Activity:
Return every line of the listing, exactly as it reads.

+---+

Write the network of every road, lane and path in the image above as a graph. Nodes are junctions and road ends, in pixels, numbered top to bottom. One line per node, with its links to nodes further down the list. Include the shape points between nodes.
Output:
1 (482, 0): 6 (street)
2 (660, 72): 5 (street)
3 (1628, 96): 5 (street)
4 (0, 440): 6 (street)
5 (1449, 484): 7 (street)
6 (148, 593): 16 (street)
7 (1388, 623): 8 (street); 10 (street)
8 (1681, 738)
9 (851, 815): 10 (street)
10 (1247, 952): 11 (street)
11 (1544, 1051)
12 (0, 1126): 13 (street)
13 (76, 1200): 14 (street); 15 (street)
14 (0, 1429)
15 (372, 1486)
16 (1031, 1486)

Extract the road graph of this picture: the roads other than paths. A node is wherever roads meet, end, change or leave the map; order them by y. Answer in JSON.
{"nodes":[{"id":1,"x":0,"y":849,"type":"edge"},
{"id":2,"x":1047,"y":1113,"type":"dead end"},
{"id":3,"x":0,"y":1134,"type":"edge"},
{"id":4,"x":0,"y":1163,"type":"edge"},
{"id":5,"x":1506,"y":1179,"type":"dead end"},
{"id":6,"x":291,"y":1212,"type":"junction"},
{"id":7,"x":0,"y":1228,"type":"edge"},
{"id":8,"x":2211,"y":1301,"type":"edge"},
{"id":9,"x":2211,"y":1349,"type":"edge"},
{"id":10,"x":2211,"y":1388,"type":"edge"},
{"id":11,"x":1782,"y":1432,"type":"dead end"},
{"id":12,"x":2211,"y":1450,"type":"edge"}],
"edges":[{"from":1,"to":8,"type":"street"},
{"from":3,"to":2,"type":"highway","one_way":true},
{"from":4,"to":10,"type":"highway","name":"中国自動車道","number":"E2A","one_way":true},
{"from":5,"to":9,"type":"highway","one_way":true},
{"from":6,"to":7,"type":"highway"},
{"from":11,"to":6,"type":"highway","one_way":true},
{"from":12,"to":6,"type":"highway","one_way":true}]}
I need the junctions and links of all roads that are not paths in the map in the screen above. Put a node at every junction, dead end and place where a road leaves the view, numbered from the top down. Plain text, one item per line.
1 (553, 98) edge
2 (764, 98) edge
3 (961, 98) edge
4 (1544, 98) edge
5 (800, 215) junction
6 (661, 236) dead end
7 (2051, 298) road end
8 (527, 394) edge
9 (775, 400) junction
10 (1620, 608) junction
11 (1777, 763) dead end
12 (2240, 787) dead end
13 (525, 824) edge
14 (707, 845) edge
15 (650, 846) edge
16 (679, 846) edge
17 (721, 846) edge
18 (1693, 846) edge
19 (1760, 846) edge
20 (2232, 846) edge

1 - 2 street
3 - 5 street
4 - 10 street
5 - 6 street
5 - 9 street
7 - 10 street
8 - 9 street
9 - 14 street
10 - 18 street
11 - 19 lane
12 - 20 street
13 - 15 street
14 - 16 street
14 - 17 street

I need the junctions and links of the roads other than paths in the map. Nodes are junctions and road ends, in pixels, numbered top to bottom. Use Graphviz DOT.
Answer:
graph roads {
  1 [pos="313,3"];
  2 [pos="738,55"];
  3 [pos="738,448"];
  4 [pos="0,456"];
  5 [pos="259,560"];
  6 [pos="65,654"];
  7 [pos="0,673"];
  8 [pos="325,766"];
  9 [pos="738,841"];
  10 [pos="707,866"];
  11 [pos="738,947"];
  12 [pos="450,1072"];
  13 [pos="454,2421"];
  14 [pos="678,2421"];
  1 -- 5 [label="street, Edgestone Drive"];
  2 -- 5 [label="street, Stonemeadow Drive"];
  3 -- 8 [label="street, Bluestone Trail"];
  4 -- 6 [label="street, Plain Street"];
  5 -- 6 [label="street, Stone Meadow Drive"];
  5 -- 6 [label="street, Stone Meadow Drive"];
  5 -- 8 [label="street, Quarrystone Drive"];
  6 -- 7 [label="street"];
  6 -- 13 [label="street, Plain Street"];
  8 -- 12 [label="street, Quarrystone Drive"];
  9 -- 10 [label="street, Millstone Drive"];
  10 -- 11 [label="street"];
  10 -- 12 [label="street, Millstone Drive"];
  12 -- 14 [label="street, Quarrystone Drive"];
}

+---+

Task response:
Write the network of every road, lane and path in the image above as a graph. Nodes are junctions and road ends, in pixels, numbered top to bottom. One line per node, with its links to nodes further down the list. Include the shape points between nodes.
Output:
1 (482, 0): 6 (street)
2 (660, 72): 5 (street)
3 (1628, 96): 5 (street)
4 (0, 440): 6 (street)
5 (1449, 484): 7 (street)
6 (148, 593): 16 (street)
7 (1388, 623): 8 (street); 10 (street)
8 (1681, 738)
9 (851, 815): 10 (street)
10 (1247, 952): 11 (street)
11 (1544, 1051)
12 (0, 1126): 13 (street)
13 (76, 1200): 14 (street); 15 (street)
14 (0, 1429)
15 (372, 1486)
16 (1031, 1486)

Extract the road graph of this picture: the roads other than paths. A node is wherever roads meet, end, change or leave the map; order them by y. Answer in JSON.
{"nodes":[{"id":1,"x":0,"y":849,"type":"edge"},
{"id":2,"x":1047,"y":1113,"type":"dead end"},
{"id":3,"x":0,"y":1134,"type":"edge"},
{"id":4,"x":0,"y":1163,"type":"edge"},
{"id":5,"x":1506,"y":1179,"type":"dead end"},
{"id":6,"x":291,"y":1212,"type":"junction"},
{"id":7,"x":0,"y":1228,"type":"edge"},
{"id":8,"x":2211,"y":1301,"type":"edge"},
{"id":9,"x":2211,"y":1349,"type":"edge"},
{"id":10,"x":2211,"y":1388,"type":"edge"},
{"id":11,"x":1782,"y":1432,"type":"dead end"},
{"id":12,"x":2211,"y":1450,"type":"edge"}],
"edges":[{"from":1,"to":8,"type":"street"},
{"from":3,"to":2,"type":"highway","one_way":true},
{"from":4,"to":10,"type":"highway","name":"中国自動車道","number":"E2A","one_way":true},
{"from":5,"to":9,"type":"highway","one_way":true},
{"from":6,"to":7,"type":"highway"},
{"from":11,"to":6,"type":"highway","one_way":true},
{"from":12,"to":6,"type":"highway","one_way":true}]}
I need the junctions and links of all roads that are not paths in the map in the screen above. Put a node at every junction, dead end and place where a road leaves the view, numbered from the top down. Plain text, one item per line.
1 (553, 98) edge
2 (764, 98) edge
3 (961, 98) edge
4 (1544, 98) edge
5 (800, 215) junction
6 (661, 236) dead end
7 (2051, 298) road end
8 (527, 394) edge
9 (775, 400) junction
10 (1620, 608) junction
11 (1777, 763) dead end
12 (2240, 787) dead end
13 (525, 824) edge
14 (707, 845) edge
15 (650, 846) edge
16 (679, 846) edge
17 (721, 846) edge
18 (1693, 846) edge
19 (1760, 846) edge
20 (2232, 846) edge

1 - 2 street
3 - 5 street
4 - 10 street
5 - 6 street
5 - 9 street
7 - 10 street
8 - 9 street
9 - 14 street
10 - 18 street
11 - 19 lane
12 - 20 street
13 - 15 street
14 - 16 street
14 - 17 street

I need the junctions and links of the roads other than paths in the map. Nodes are junctions and road ends, in pixels, numbered top to bottom. Use Graphviz DOT.
Answer:
graph roads {
  1 [pos="313,3"];
  2 [pos="738,55"];
  3 [pos="738,448"];
  4 [pos="0,456"];
  5 [pos="259,560"];
  6 [pos="65,654"];
  7 [pos="0,673"];
  8 [pos="325,766"];
  9 [pos="738,841"];
  10 [pos="707,866"];
  11 [pos="738,947"];
  12 [pos="450,1072"];
  13 [pos="454,2421"];
  14 [pos="678,2421"];
  1 -- 5 [label="street, Edgestone Drive"];
  2 -- 5 [label="street, Stonemeadow Drive"];
  3 -- 8 [label="street, Bluestone Trail"];
  4 -- 6 [label="street, Plain Street"];
  5 -- 6 [label="street, Stone Meadow Drive"];
  5 -- 6 [label="street, Stone Meadow Drive"];
  5 -- 8 [label="street, Quarrystone Drive"];
  6 -- 7 [label="street"];
  6 -- 13 [label="street, Plain Street"];
  8 -- 12 [label="street, Quarrystone Drive"];
  9 -- 10 [label="street, Millstone Drive"];
  10 -- 11 [label="street"];
  10 -- 12 [label="street, Millstone Drive"];
  12 -- 14 [label="street, Quarrystone Drive"];
}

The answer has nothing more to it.